■ What you are asked to do:
In the listing below, pick out lines with "Avenida".

■ Material to process:
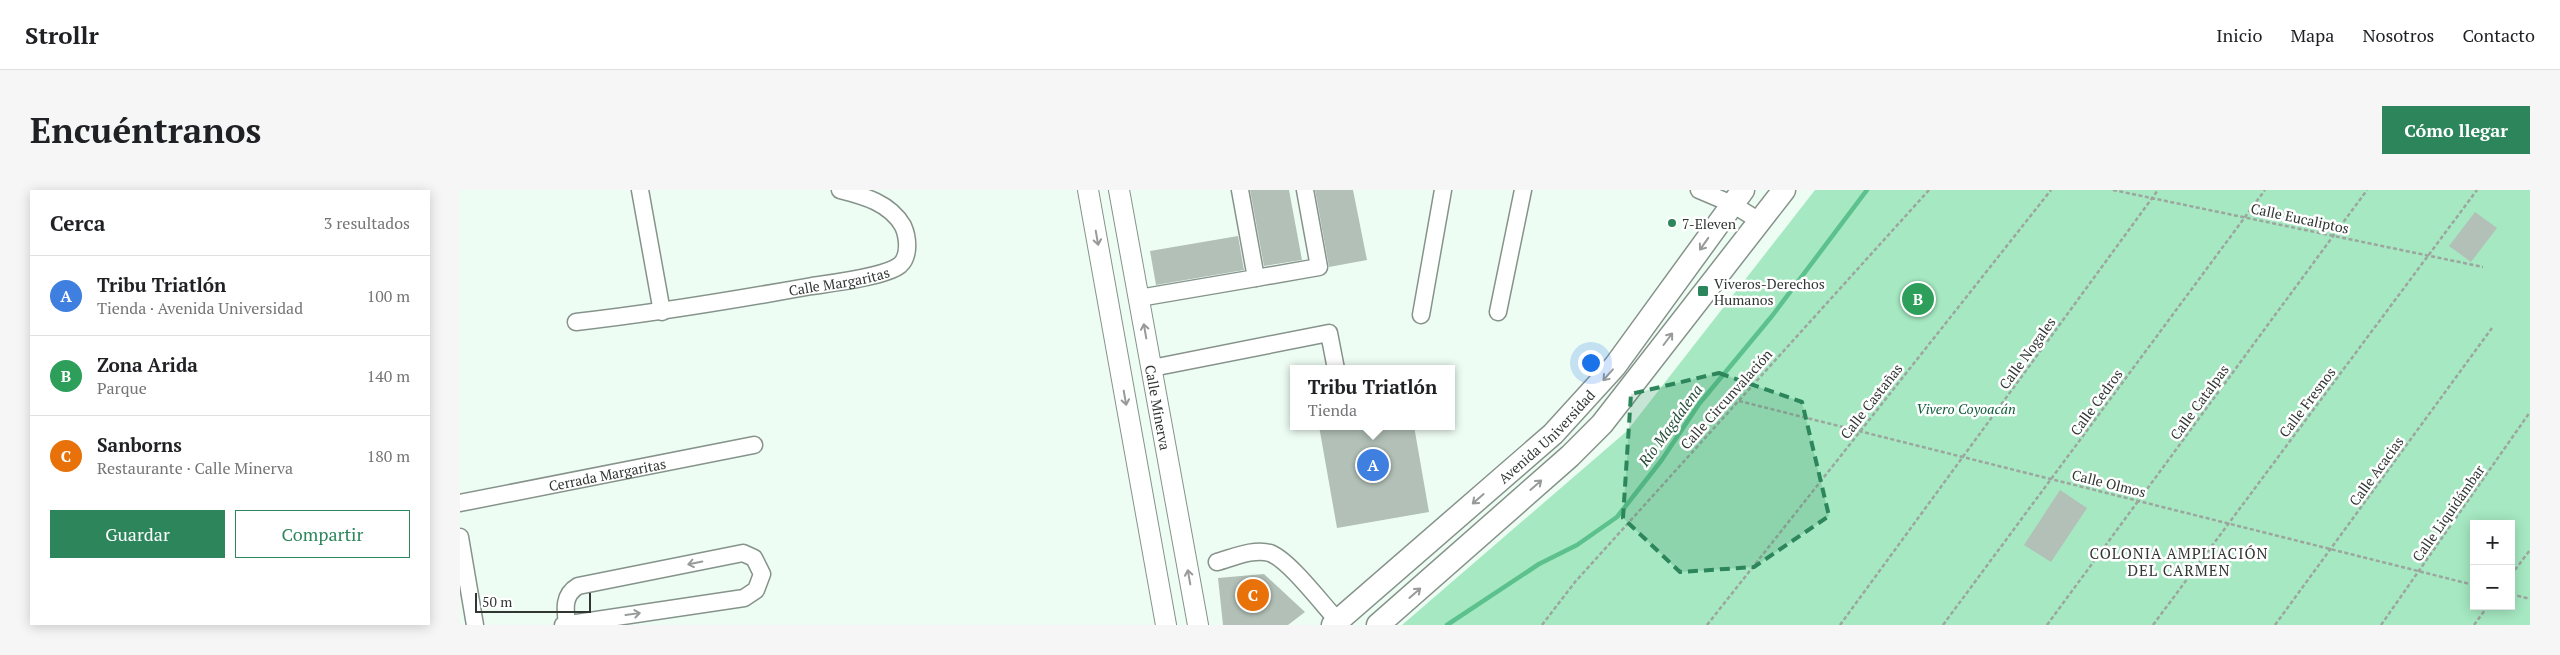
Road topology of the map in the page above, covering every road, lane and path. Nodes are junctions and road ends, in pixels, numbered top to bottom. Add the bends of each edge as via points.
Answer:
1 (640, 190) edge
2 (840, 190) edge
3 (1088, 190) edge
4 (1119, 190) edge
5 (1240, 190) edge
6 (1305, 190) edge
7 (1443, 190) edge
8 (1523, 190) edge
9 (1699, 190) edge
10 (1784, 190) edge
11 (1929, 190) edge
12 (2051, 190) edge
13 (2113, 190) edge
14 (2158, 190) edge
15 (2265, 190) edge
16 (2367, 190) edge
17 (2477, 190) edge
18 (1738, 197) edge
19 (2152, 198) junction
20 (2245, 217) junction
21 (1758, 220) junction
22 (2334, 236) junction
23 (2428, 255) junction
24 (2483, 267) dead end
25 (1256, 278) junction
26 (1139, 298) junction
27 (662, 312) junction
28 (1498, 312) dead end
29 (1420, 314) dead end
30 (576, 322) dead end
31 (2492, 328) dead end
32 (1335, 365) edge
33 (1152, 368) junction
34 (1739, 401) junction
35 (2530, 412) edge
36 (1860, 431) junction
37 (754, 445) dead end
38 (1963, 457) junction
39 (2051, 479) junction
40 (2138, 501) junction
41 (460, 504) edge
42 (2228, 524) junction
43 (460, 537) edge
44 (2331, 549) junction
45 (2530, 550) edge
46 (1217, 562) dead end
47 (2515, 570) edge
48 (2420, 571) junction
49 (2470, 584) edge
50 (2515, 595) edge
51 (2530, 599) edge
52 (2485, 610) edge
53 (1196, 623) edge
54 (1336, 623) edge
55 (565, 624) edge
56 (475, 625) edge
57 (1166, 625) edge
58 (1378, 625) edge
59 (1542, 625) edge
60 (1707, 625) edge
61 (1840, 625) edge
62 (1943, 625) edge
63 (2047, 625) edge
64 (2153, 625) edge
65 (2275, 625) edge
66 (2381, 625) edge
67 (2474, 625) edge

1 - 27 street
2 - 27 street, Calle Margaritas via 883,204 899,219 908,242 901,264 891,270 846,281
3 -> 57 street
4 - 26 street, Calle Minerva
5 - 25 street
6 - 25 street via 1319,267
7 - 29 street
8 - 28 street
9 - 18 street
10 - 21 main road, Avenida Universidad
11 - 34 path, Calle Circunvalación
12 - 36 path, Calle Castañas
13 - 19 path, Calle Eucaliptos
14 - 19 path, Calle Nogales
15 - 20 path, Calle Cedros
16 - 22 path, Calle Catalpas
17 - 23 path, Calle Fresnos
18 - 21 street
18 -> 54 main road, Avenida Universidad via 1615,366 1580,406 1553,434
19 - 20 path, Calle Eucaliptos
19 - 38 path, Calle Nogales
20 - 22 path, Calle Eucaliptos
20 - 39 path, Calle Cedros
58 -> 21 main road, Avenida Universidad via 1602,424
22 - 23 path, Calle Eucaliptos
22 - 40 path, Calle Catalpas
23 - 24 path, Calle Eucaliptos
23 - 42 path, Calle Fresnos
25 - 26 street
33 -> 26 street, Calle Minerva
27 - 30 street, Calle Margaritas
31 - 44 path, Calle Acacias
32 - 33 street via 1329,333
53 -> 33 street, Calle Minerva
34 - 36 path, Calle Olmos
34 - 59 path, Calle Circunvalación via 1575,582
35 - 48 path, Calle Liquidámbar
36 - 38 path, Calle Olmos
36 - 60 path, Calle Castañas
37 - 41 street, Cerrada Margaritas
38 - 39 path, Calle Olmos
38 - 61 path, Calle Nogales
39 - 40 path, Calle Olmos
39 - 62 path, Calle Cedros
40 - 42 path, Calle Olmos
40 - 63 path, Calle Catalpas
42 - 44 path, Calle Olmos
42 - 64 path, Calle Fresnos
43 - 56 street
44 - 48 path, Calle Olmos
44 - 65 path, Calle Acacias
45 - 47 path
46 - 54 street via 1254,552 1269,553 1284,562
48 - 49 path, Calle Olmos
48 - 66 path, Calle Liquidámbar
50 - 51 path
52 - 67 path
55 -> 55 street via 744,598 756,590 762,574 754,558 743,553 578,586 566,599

■ Answer to this exercise:
10 - 21 main road, Avenida Universidad
18 -> 54 main road, Avenida Universidad via 1615,366 1580,406 1553,434
58 -> 21 main road, Avenida Universidad via 1602,424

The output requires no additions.